If you’re most people, Friday is … well … Friday.
If you’re a fan of craft beer and you live in the Pittsburgh region, it’s Christmas, the Fourth of July and your birthday, wrapped up as one. Because it’s the start of Pittsburgh Craft Beer Week.
The nine-day event, which begins Friday morning with a beer breakfast in an East Carson Street establishment, promises to be a dizzying tour of the best of what beer has to offer from the region’s breweries and those around the country and around the world.
From Friday through April 28, there will be beer dinners, beer tastings, beer competitions and beer education. The events will range from beer and food pairings at fancy downtown establishments to information tasting sessions at local distributorships.
And they will all showcase the one segment of the beer industry that’s growing; craft brewing sales were up 11 percent by volume in 2010, while beer sales overall dropped by 1 percent in the same year, according to the Brewers Association.
“We’re all part of an industry that’s about quality, independence and passion, and people who attend Pittsburgh Craft Beer Week events will see it and taste it,” said Andy Rich, brewmaster at Penn Brewery in Pittsburgh’s Troy Hill neighborhood and chairman of the Pittsburgh Craft Beer Alliance, the group that has organized the week.

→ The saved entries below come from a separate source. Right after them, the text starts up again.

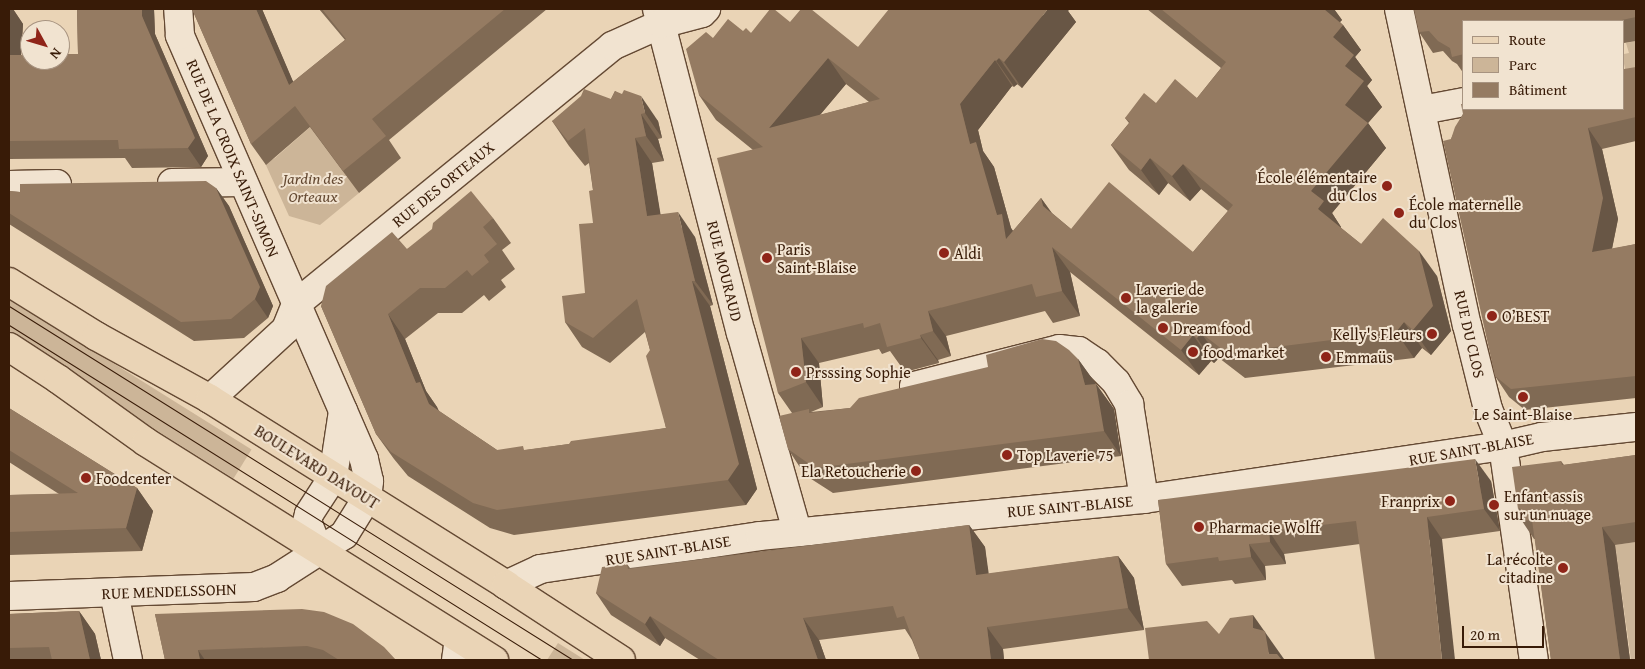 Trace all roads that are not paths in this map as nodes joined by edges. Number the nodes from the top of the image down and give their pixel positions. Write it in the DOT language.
graph roads {
  1 [pos="178,9"];
  2 [pos="706,9"];
  3 [pos="1399,9"];
  4 [pos="659,16"];
  5 [pos="1462,102"];
  6 [pos="1422,110"];
  7 [pos="243,182"];
  8 [pos="148,183"];
  9 [pos="79,184"];
  10 [pos="9,185"];
  11 [pos="9,282"];
  12 [pos="296,304"];
  13 [pos="9,347"];
  14 [pos="888,393"];
  15 [pos="210,399"];
  16 [pos="344,410"];
  17 [pos="1636,427"];
  18 [pos="1503,446"];
  19 [pos="332,477"];
  20 [pos="367,498"];
  21 [pos="1144,499"];
  22 [pos="797,531"];
  23 [pos="319,551"];
  24 [pos="506,585"];
  25 [pos="114,593"];
  26 [pos="9,596"];
  27 [pos="457,650"];
  28 [pos="128,660"];
  29 [pos="494,660"];
  30 [pos="621,660"];
  31 [pos="1534,660"];
  1 -- 7 [label="street, RUE DE LA CROIX SAINT-SIMON"];
  2 -- 4 [label="street, RUE DES ORTEAUX"];
  3 -- 6 [label="street, RUE DU CLOS"];
  4 -- 12 [label="street, RUE DES ORTEAUX"];
  4 -- 22 [label="street, RUE MOURAUD"];
  5 -- 6 [label="street"];
  6 -- 18 [label="street, RUE DU CLOS"];
  7 -- 8 [label="street"];
  7 -- 12 [label="street, RUE DE LA CROIX SAINT-SIMON"];
  9 -- 10 [label="street"];
  11 -- 15 [label="main road, BOULEVARD DAVOUT"];
  12 -- 15 [label="street, RUE DES ORTEAUX"];
  12 -- 16 [label="street, RUE DE LA CROIX SAINT-SIMON"];
  13 -- 23 [label="main road"];
  14 -- 21 [label="street"];
  15 -- 19 [label="main road, BOULEVARD DAVOUT"];
  16 -- 19 [label="street"];
  16 -- 20 [label="street, RUE DE LA CROIX SAINT-SIMON"];
  17 -- 18 [label="street, RUE SAINT-BLAISE"];
  18 -- 21 [label="street, RUE SAINT-BLAISE"];
  18 -- 31 [label="street, RUE DU CLOS"];
  19 -- 20 [label="main road, BOULEVARD DAVOUT"];
  19 -- 23 [label="street"];
  20 -- 23 [label="street, RUE MENDELSSOHN"];
  20 -- 24 [label="main road, BOULEVARD DAVOUT"];
  21 -- 22 [label="street, RUE SAINT-BLAISE"];
  22 -- 24 [label="street, RUE SAINT-BLAISE"];
  23 -- 25 [label="street, RUE MENDELSSOHN"];
  23 -- 27 [label="main road"];
  24 -- 30 [label="main road, BOULEVARD DAVOUT"];
  25 -- 26 [label="street, RUE MENDELSSOHN"];
  25 -- 28 [label="street"];
  27 -- 29 [label="main road"];
}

This week’s events are the culmination of a year’s worth of volunteer work. At the outset — an informal meeting of local industry people organized by Rich — the mission wasn’t even about organizing a local event; it was to try to coordinate local observations of American Craft Beer Week. But Rich said those discussions turned from the national event to something along the lines of “Why can’t we do this here?”

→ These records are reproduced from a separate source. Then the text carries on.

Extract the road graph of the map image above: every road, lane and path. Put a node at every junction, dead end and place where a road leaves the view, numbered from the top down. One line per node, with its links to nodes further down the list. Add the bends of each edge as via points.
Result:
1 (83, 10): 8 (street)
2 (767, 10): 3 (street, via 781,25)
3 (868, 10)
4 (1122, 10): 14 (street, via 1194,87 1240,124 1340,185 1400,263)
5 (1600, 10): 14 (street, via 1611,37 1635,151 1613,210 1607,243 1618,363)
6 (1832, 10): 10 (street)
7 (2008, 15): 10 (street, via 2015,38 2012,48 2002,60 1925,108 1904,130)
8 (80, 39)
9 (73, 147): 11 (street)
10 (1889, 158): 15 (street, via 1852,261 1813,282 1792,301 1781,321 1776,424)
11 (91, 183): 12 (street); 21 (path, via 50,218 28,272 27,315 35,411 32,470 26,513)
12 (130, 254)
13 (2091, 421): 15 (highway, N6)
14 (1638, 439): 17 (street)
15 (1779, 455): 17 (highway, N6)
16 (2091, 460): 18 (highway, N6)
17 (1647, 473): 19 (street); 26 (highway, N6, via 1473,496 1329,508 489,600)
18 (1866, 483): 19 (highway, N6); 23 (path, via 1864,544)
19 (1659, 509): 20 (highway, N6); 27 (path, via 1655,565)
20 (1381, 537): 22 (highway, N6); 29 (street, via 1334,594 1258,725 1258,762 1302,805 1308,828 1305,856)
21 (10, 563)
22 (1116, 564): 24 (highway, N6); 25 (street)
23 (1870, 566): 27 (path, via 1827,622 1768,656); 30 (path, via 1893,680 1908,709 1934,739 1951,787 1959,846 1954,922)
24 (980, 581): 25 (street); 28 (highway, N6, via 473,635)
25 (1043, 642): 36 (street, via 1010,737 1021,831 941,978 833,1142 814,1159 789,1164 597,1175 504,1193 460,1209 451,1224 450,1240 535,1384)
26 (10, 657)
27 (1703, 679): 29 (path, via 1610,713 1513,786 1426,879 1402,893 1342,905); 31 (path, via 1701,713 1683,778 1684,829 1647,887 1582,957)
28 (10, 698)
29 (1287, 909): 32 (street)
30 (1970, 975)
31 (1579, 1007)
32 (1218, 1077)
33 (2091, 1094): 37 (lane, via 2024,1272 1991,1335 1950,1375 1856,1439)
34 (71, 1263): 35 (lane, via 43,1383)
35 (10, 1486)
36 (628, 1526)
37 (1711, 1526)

“We started a little slowly at first, but some people who had ideas about how we should be organized came on board, and it sort of took off,” Rich said. “The number of people we’ve had helping out — and the time and energy they’ve spent — has really been amazing.”
Part of the work at first was setting a foundation to drive the event. That was accomplished several months ago, with the creation of the alliance, a nonprofit group that includes many of the region’s beer professionals — brewers, bar owners, distributors — and others who support the industry.
The group isn’t exclusive to Pittsburgh. Rich said after some initial troubles getting the word out — “It was all word of mouth in the beginning, but we wanted everyone to be involved,” he said — members of the alliance started hearing from supporters from around the region.
“This is something that will be good for the entire region,” said Conway resident Colleen Leary, an alliance board member. “We have Beaver County people involved in the organization, and we have events all over the region.”
Rich said that initial work, now that it’s done, will help streamline the organization of the event in the future.
“We have the nonprofit set up, we have bylaws,” he said. “Much of the work we did in the last year was to create a platform for next year.”
Once work began on the event itself, the response was stunning. Events organizer Mindy Heisler set a goal for the group: to find 100 to 150 events for the week.
“I thought that would be a pretty good start,” Heisler said on Tuesday. “We’re at something like 375 events now, and more keep showing up. I really wasn’t expecting the kind of enthusiasm we’ve been seeing.”
And as was the case with the group’s organization, the events won’t be limited to the Pittsburgh city limits.
“There are events in Greensburg, in Cranberry, Uniontown, all over the South Hills,” Heisler said. “We got a much bigger base than I was expecting.”
That list will include events at bars and restaurants from Robinson Township to Sewickley to Fallston — and about a dozen places in between. The Bocktown Beer and Grill in the Beaver Valley Mall will host one of the week’s more unique events at 7 p.m. Monday — “Gender Studies 423: Women and Craft Beer” will focus on women, but would serve as a good introductory class for anyone who is still learning about craft beer.
“You’ll have six samples and we’ll do a blind tasting,” said Angela Maffessanti, a founder of Pittsburgh Beer Ladies, who will run the session with Bocktown owner Chris Dilla, Vecenie Distributing rep Amanda Bowen and homebrewer Marta Napoleone. “We’ll give everyone a chance to talk a little bit about what they’re tasting, and then we’ll have some guidelines that cover the different styles and what to expect from each one.”
The session is open to anyone — it costs $25, with proceeds benefiting Operation Walk Pittsburgh — but Maffessanti said the focus on women is important.
“Beer has traditionally been marketed to men, and even as it grows, the craft beer side of the industry can seem a little inaccessible,” said Maffessanti, whose own group has grown to include 160 members in less than a year. “We want to open that door, so everyone can taste and enjoy what we taste and enjoy.”
Educating the public — especially those who have hesitated to stray from their mass-produced beers — is one goal of the alliance. Another is highlighting the quality of the local industry.
“Pittsburghers are used to making things — that’s what our entire history is built on,” said Scott Smith, owner of the city’s East End Brewing. “Pittsburgh still makes something, and the beer we make here we can call our own.”